Reimagining the left in times of crisis
New collection challenges and explores numerous paths out of the ecological wasteland capitalism is condemning us to
It is a commonplace on the left to speak of the crisis of capitalism, often claimed to be terminal. What is less obvious is how the left can take advantage of such crises to bring the predatory beast to ground. Even rarer is the admission that there is also a crisis in socialism. Sectarian denunciations of this or that trend—social democracy, Trotskyism, anarchism—is frequent enough, but acknowledging that what passes for socialism more generally in our era falls far short of the mark is a difficult admission: the mark in this case being the creation of an eco-socialist society democratically organized around a sustainable and egalitarian way of life.
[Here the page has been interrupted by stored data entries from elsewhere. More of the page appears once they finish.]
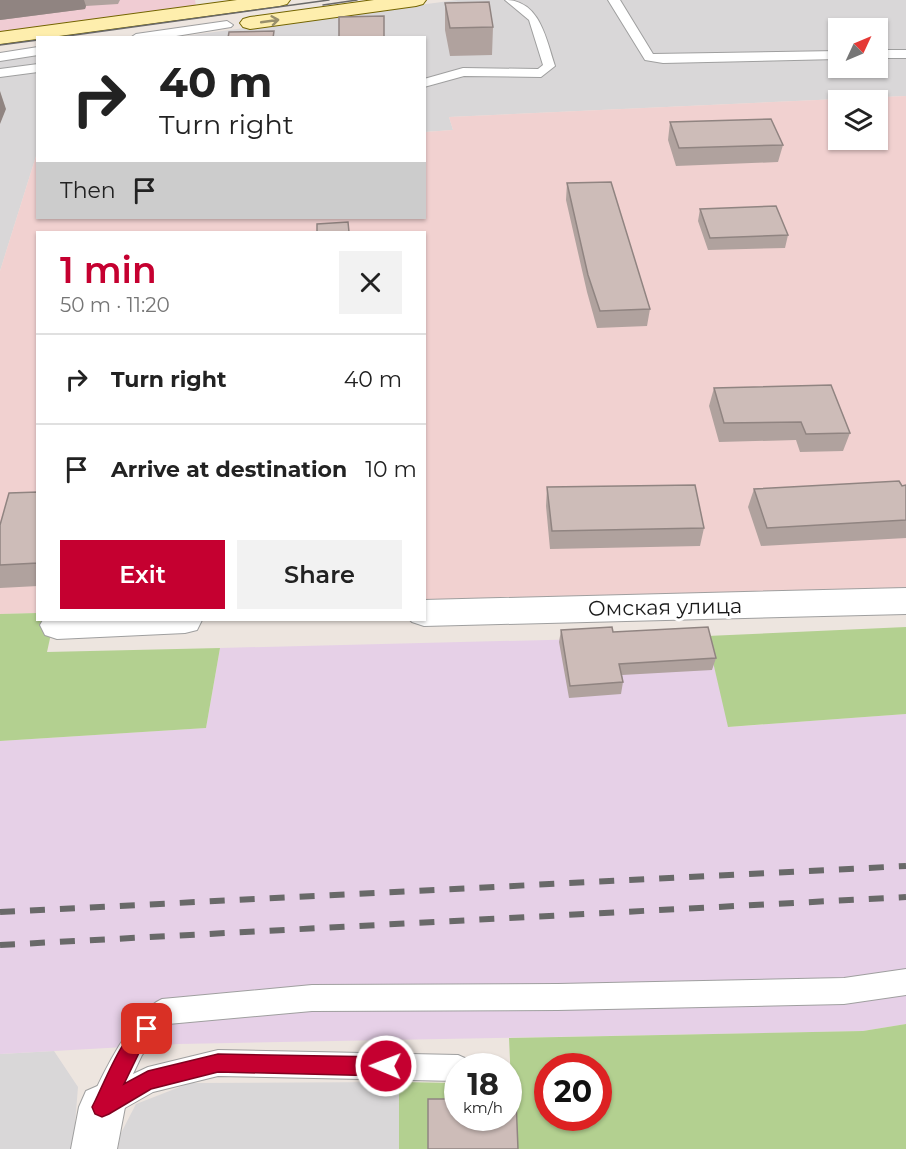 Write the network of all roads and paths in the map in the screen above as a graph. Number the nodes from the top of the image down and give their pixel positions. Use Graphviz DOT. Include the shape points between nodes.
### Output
graph roads {
  1 [pos="280,0"];
  2 [pos="416,0"];
  3 [pos="511,0"];
  4 [pos="614,0"];
  5 [pos="194,12"];
  6 [pos="227,25"];
  7 [pos="150,36"];
  8 [pos="0,38"];
  9 [pos="36,51"];
  10 [pos="888,54"];
  11 [pos="906,54"];
  12 [pos="828,55"];
  13 [pos="0,57"];
  14 [pos="36,68"];
  15 [pos="0,73"];
  16 [pos="426,82"];
  17 [pos="906,601"];
  18 [pos="426,613"];
  19 [pos="159,621"];
  20 [pos="57,625"];
  21 [pos="906,982"];
  22 [pos="444,1068"];
  23 [pos="98,1128"];
  1 -- 5 [label="street"];
  6 -- 2 [label="street, one-way"];
  3 -- 16 [label="lane" via="534,19 549,66 541,73 463,72"];
  4 -- 12 [label="lane" via="649,57"];
  5 -- 6 [label="street" via="208,21"];
  5 -- 8 [label="street"];
  6 -- 7 [label="lane"];
  9 -- 13 [label="lane"];
  10 -- 11 [label="lane"];
  14 -- 15 [label="lane"];
  17 -- 18 [label="street, Омская улица"];
  19 -- 20 [label="street"];
  21 -- 23 [label="lane" via="844,991 312,998 162,1012 133,1047"];
  22 -- 23 [label="lane" via="218,1063 148,1080"];
} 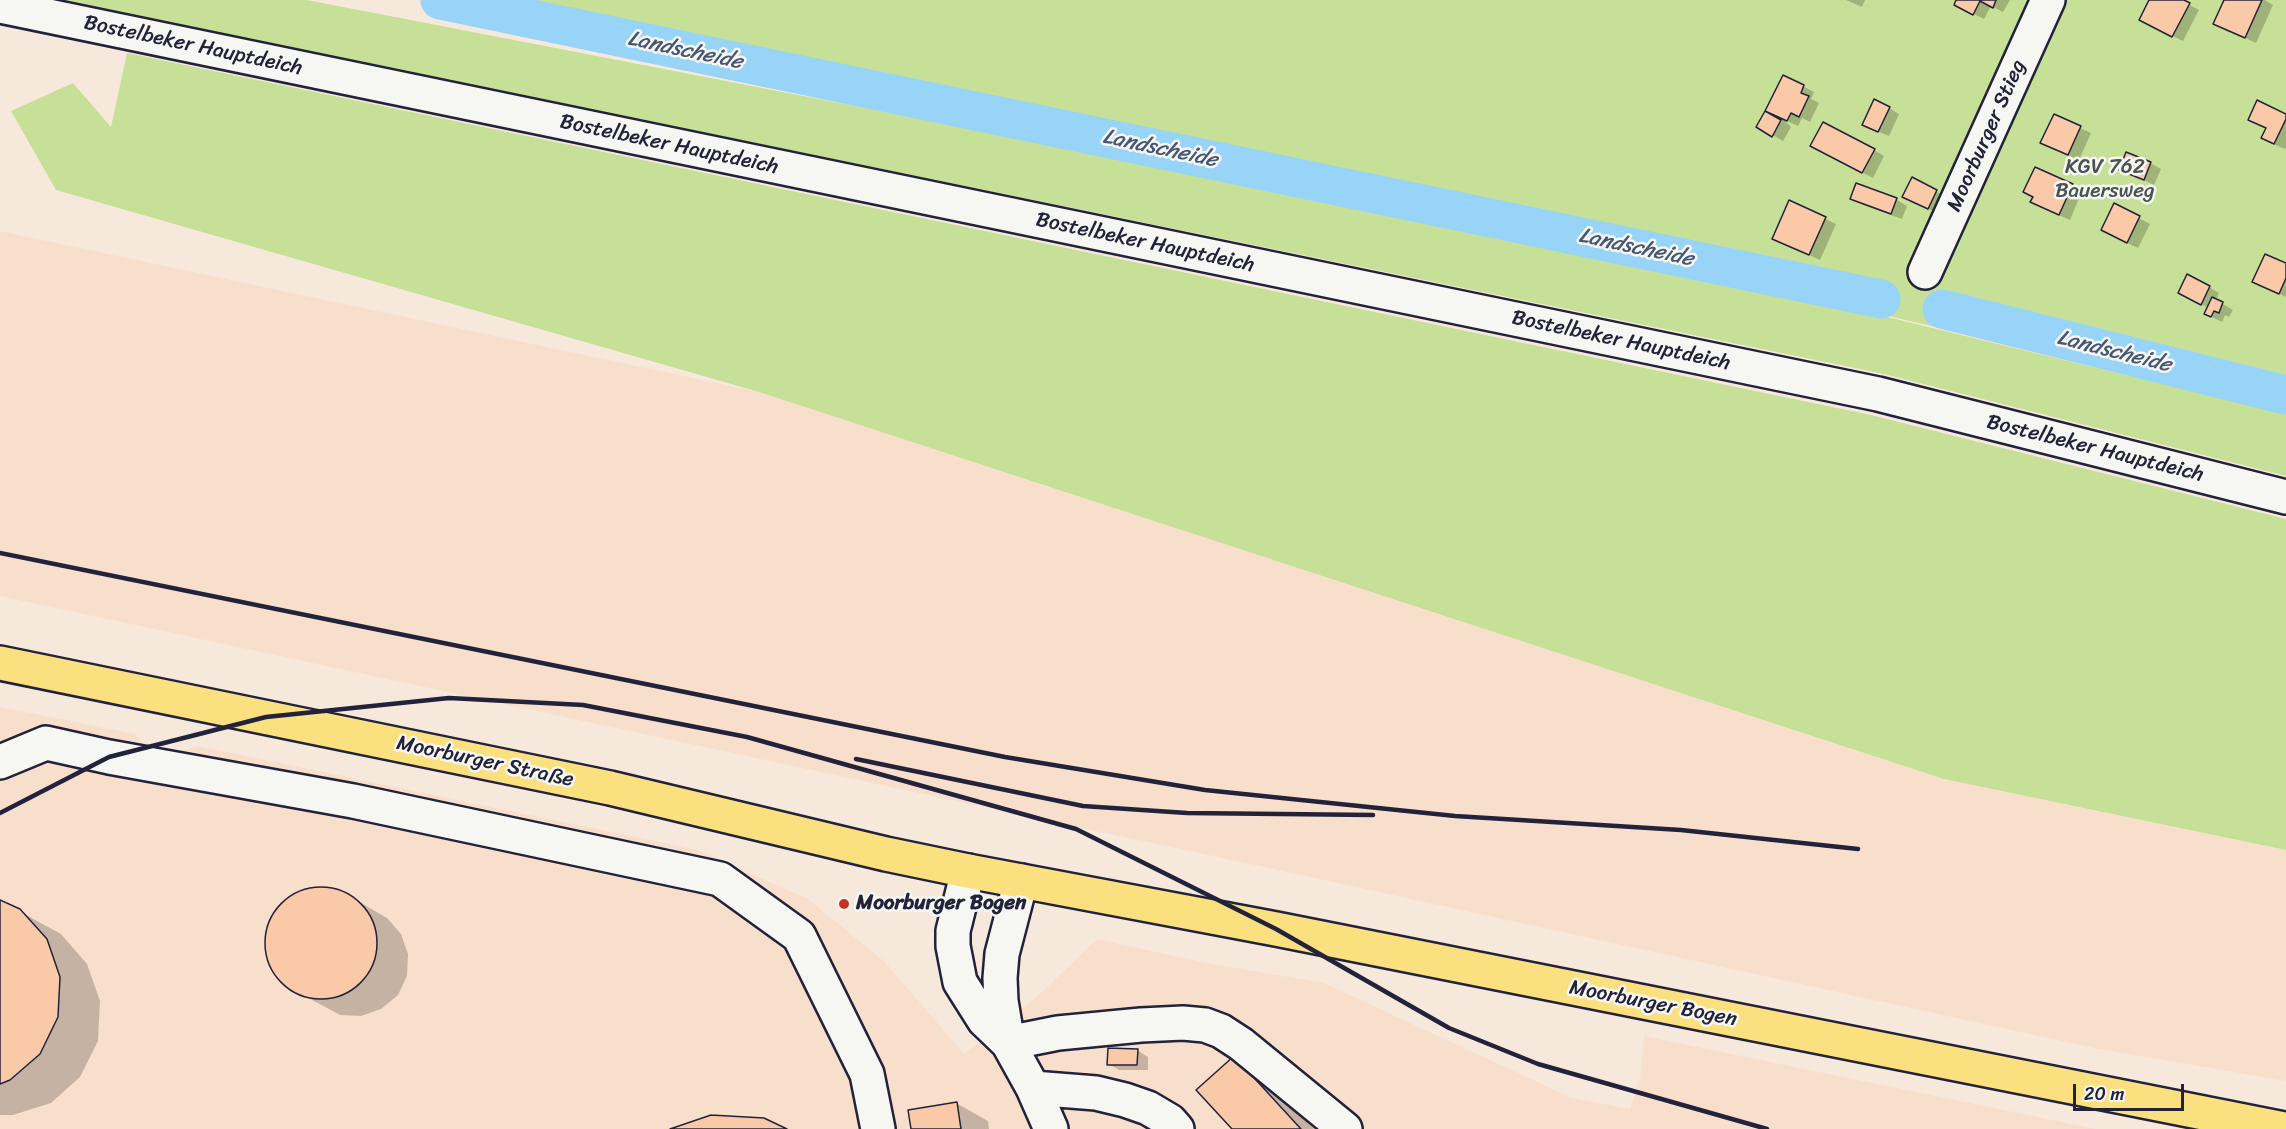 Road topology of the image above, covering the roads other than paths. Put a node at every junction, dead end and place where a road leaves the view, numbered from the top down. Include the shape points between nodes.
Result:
1 (2048, 0) edge
2 (0, 6) edge
3 (1925, 272) dead end
4 (2286, 497) edge
5 (0, 663) edge
6 (0, 762) edge
7 (968, 871) junction
8 (1021, 881) junction
9 (1008, 1043) junction
10 (1033, 1088) junction
11 (878, 1129) edge
12 (1051, 1129) edge
13 (1177, 1129) edge
14 (1345, 1129) edge
15 (2284, 1129) edge

1 - 3 street, Moorburger Stieg
2 - 4 street, Bostelbeker Hauptdeich via 1878,394
5 - 7 main road, Moorburger Straße via 610,788
6 - 11 street via 46,743 353,801 720,879 799,936 867,1074
7 - 8 main road, Moorburger Straße
7 - 9 street via 953,931 956,968 971,1002
8 - 9 street via 1002,954 1000,978
8 - 15 main road, Moorburger Bogen
9 - 10 street
9 - 14 street via 1058,1033 1141,1025 1204,1025 1241,1044
10 - 12 street
10 - 13 street via 1096,1093 1125,1100 1148,1108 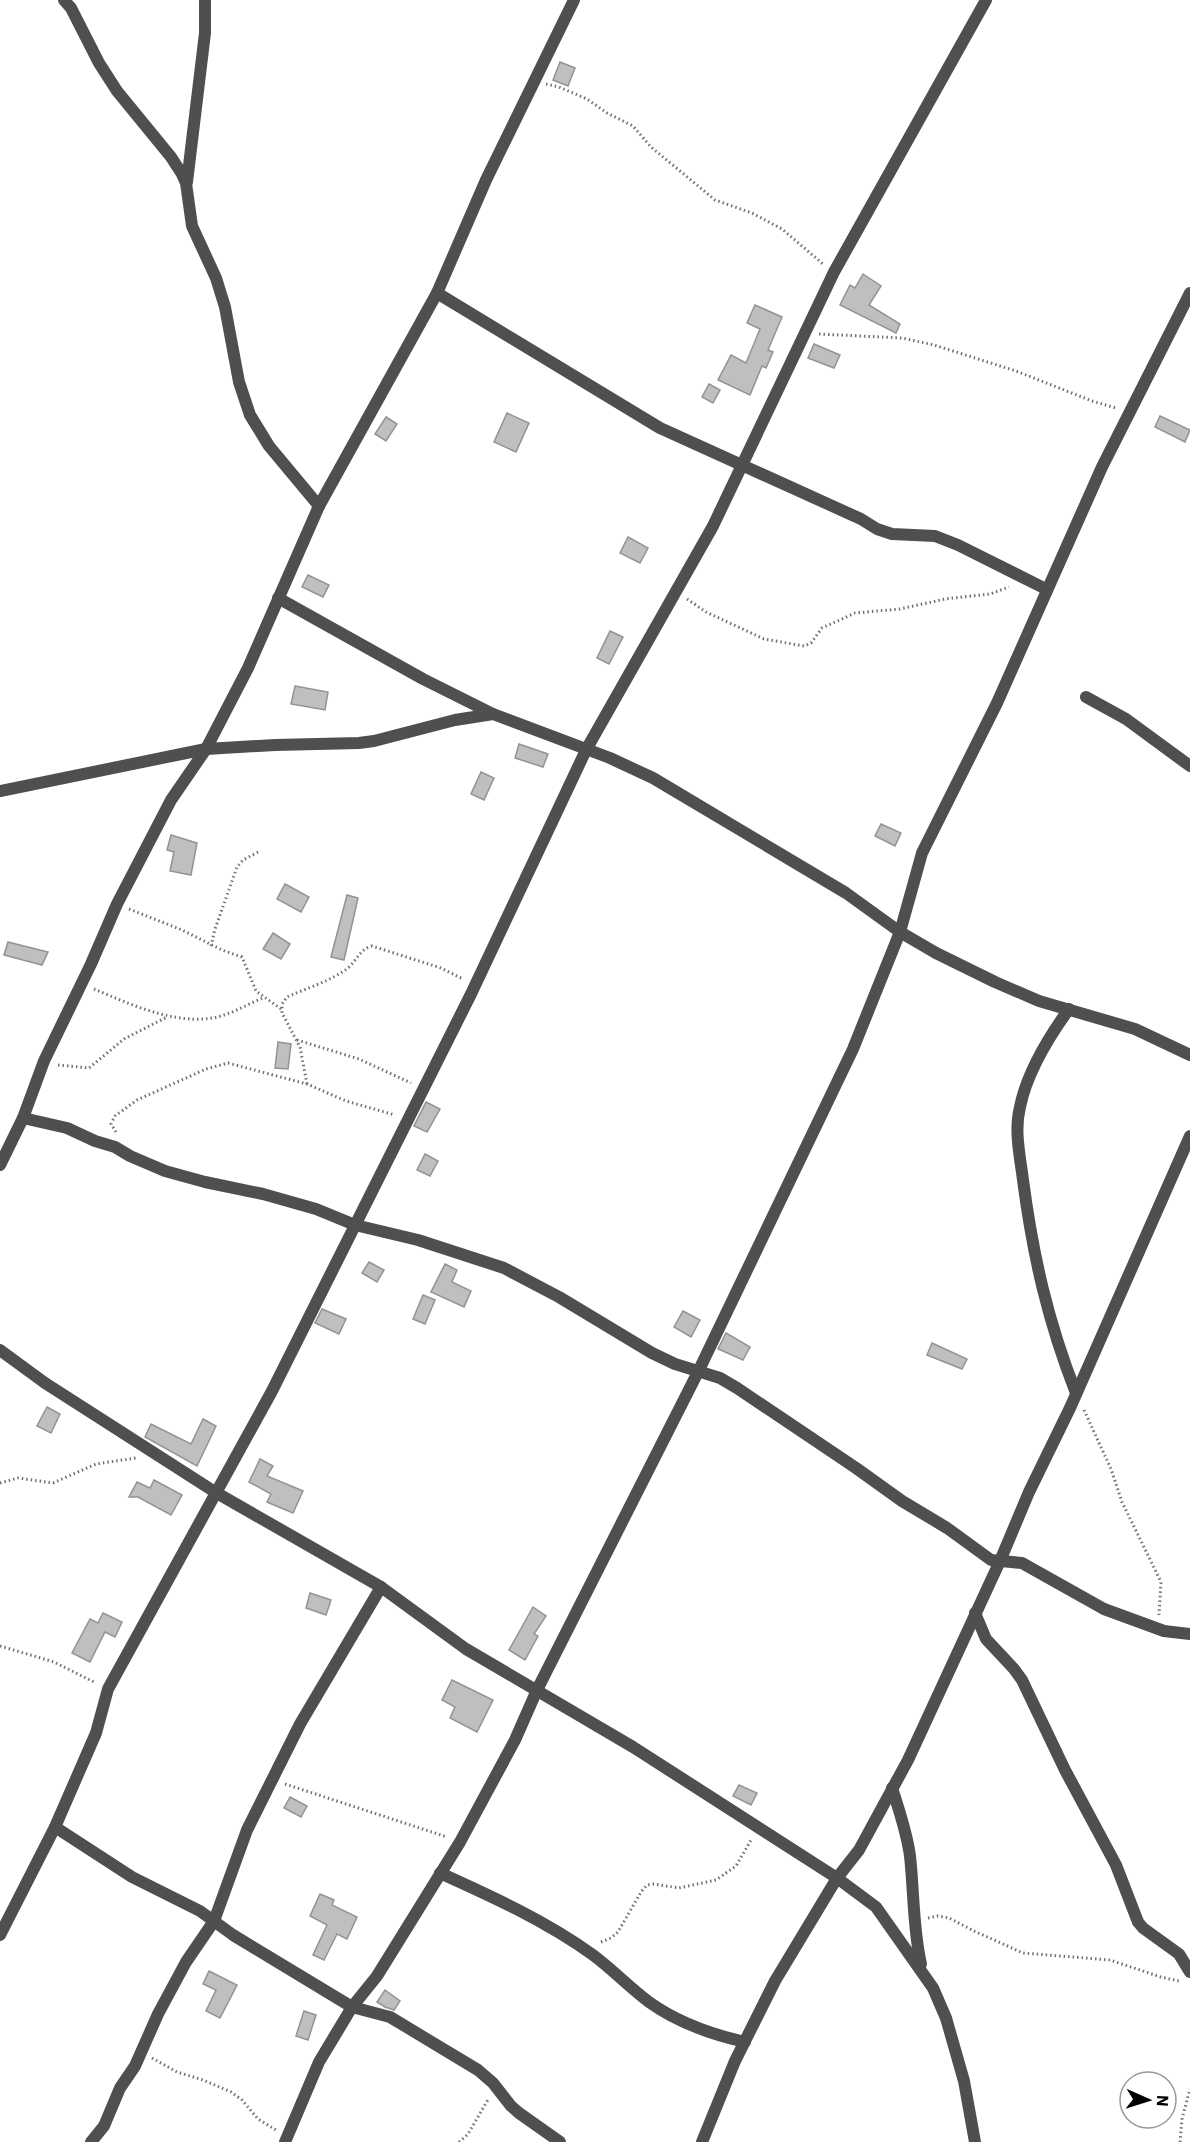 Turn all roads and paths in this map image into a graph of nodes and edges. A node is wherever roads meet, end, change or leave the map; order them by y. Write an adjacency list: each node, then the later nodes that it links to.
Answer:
1 (205, 0): 6 (street)
2 (574, 0): 5 (street)
3 (986, 0): 7 (street)
4 (69, 3): 6 (street)
5 (536, 82): 7 (path); 8 (street)
6 (186, 183): 13 (street)
7 (834, 272): 10 (street)
8 (437, 293): 12 (street); 13 (street)
9 (1190, 293): 11 (street)
10 (805, 333): 11 (path); 12 (street)
11 (1129, 412): 15 (street)
12 (741, 464): 14 (street); 16 (street)
13 (319, 506): 17 (street)
14 (1028, 579): 15 (street); 16 (path)
15 (1046, 589): 26 (street)
16 (676, 592): 21 (street)
17 (278, 598): 19 (street); 20 (street)
18 (1086, 697): 22 (street)
19 (493, 714): 20 (street); 21 (street)
20 (206, 749): 23 (street); 25 (street)
21 (586, 750): 26 (street); 29 (street)
22 (1190, 766)
23 (0, 791)
24 (260, 851): 27 (path)
25 (117, 904): 27 (path); 28 (street)
26 (900, 932): 32 (street); 46 (street)
27 (211, 946): 30 (path)
28 (81, 984): 33 (path); 36 (street)
29 (475, 985): 31 (path); 38 (street)
30 (262, 998): 31 (path); 33 (path)
31 (281, 1009): 34 (path)
32 (1069, 1009): 35 (street); 47 (street)
33 (167, 1017): 36 (path)
34 (297, 1040): 37 (path); 38 (path)
35 (1190, 1055)
36 (44, 1061): 39 (street)
37 (307, 1084): 40 (path); 42 (path)
38 (424, 1089): 40 (street)
39 (23, 1118): 42 (street); 43 (street)
40 (408, 1119): 44 (street)
41 (1190, 1136): 47 (street)
42 (120, 1150): 44 (street)
43 (0, 1165)
44 (355, 1225): 46 (street); 50 (street)
45 (0, 1350): 48 (street)
46 (699, 1370): 51 (street); 58 (street)
47 (1076, 1393): 51 (street); 54 (path)
48 (162, 1458): 49 (path); 50 (street)
49 (0, 1483)
50 (215, 1492): 52 (street); 57 (street)
51 (1000, 1561): 53 (street); 54 (street)
52 (381, 1587): 58 (street); 59 (street)
53 (975, 1613): 60 (street); 71 (street)
54 (1156, 1628): 55 (street)
55 (1190, 1635)
56 (0, 1646): 57 (path)
57 (108, 1689): 61 (street)
58 (537, 1690): 62 (street); 63 (street)
59 (272, 1780): 63 (path); 66 (street)
60 (892, 1788): 65 (street); 67 (street)
61 (55, 1827): 66 (street); 68 (street)
62 (759, 1828): 65 (street); 69 (path)
63 (460, 1842): 64 (street)
64 (440, 1873): 69 (street); 72 (street)
65 (837, 1878): 70 (street); 73 (street)
66 (214, 1921): 72 (street); 74 (street)
67 (915, 1930): 70 (street); 71 (path)
68 (0, 1935)
69 (580, 1946): 73 (street)
70 (922, 1972): 82 (street)
71 (1187, 1977)
72 (352, 2007): 75 (street); 77 (street)
73 (745, 2042): 81 (street)
74 (139, 2056): 77 (path); 78 (street)
75 (497, 2086): 79 (path); 80 (street)
76 (1190, 2090): 83 (path)
77 (287, 2139)
78 (91, 2142)
79 (459, 2142)
80 (560, 2142)
81 (702, 2142)
82 (975, 2142)
83 (1180, 2142)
This is why a new book published by Fernwood entitled Challenging the Right, Augmenting the Left is such a breath of fresh air. Here a group of socialist thinkers, mostly (but not exclusively) centred around York University in Toronto, have pulled together a collection of essays that in their words seeks to “recast the Leftist imagination.” To do this, the collection of 20 essays covers the waterfront—from challenging the limits of identity politics, to putting collective civil liberties at the centre of the class struggle and to addressing the social and ecological transformation necessary to overcome a capitalism committed to unsustainable productivist growth. It moves from contributions of high theory to practical tactical and strategic considerations for building and promoting the left.
A number of the essays explore the difficult terrain of neoliberal domination that the left must navigate in the 2020s. They try and work through a political situation where, despite significant dissatisfaction with the system among relatively large sections of the working class, the political benefits are being reaped by authoritarian populist figures on the right who deftly employ scapegoating to deflect attention away from their particular brand of crony capitalism. The essays are particularly good at teasing out the way the right in Europe and North America manipulates the status game, mobilizing workers primarily based on their white privilege. The essays also explore the way Hindu and Sunni identities are manipulated to pit workers against one another (Muslims, Kurds, migrants). They identify a high level of anxiety generated by neoliberalism that helps shape a social terrain marked by incivility and exclusion. The result is what Max Haiven has theorized as a form of violence-prone revenge capitalism that targets everyone from homeless people to racialized minorities.
Some of the best pieces are the one’s dealing with culture as a terrain of struggle. These explore a number of left strategies to undermine the cultural nationalism that the populist right has fallen back on, with some success, to separate the economic elite from the supposed cultural elite that looks down on ordinary people. This is part of the populist right’s strategy for portraying themselves as the perpetual outsiders and redirecting the discontent with the system against the supposed cultural arrogance of intelligentsia and the other—mostly already disadvantaged minorities. The essays also explore the technocratic notion of post politics and the way it is used to depoliticize spheres of struggle from taxes to immigration. There is an excellent contribution by Ozgun Topak on repoliticizing the migration crisis to break out of the racist and liberal philanthropic treatment of migrants as either criminals or victims.
The essays, while mostly dealing with Canadian issues, also explore the difficulties faced by the left in India and Turkey in combating authoritarian populism and the challenges of sustaining the political promise of the eco-socialist and degrowth-oriented Buen Vivir in Latin America in the face of pressures to compromise with orthodox development models. There is a fine piece by David Ravensbergen that takes up the theme of left challenges presented by the Anthropocene.
Having read each other’s pieces, the authors of the various essays in the collection interact—agreeing, disagreeing, or extending each other’s arguments or providing nuance in a comradely creative spirit. They come together in a way that implicitly addresses the age old question of ways and means by prefiguring where we need to go to if an enhanced left is to build a practical yet attractive challenge to the neoliberal terrain. It is perhaps unfortunate that these essays were mostly written before the current pandemic and the political and economic responses to it which have significantly reshaped the terrain and terms of the neoliberal project.
Overall, however, this is a fine collection willing to challenge and explore a number of different paths out of the ecological wasteland that the many forms of capitalism are condemning us to. But it also goes some way to addressing the largely unrecognized crisis of all too many of the alternatives to that capitalist system.
Richard Swift is a freelance journalist and activist based in Montreal. He is a founding member of Between the Lines and worked for many years as an editor for the Oxford-based New Internationalist magazine. He is the author of a number of books including SOS: Alternatives to Capitalism.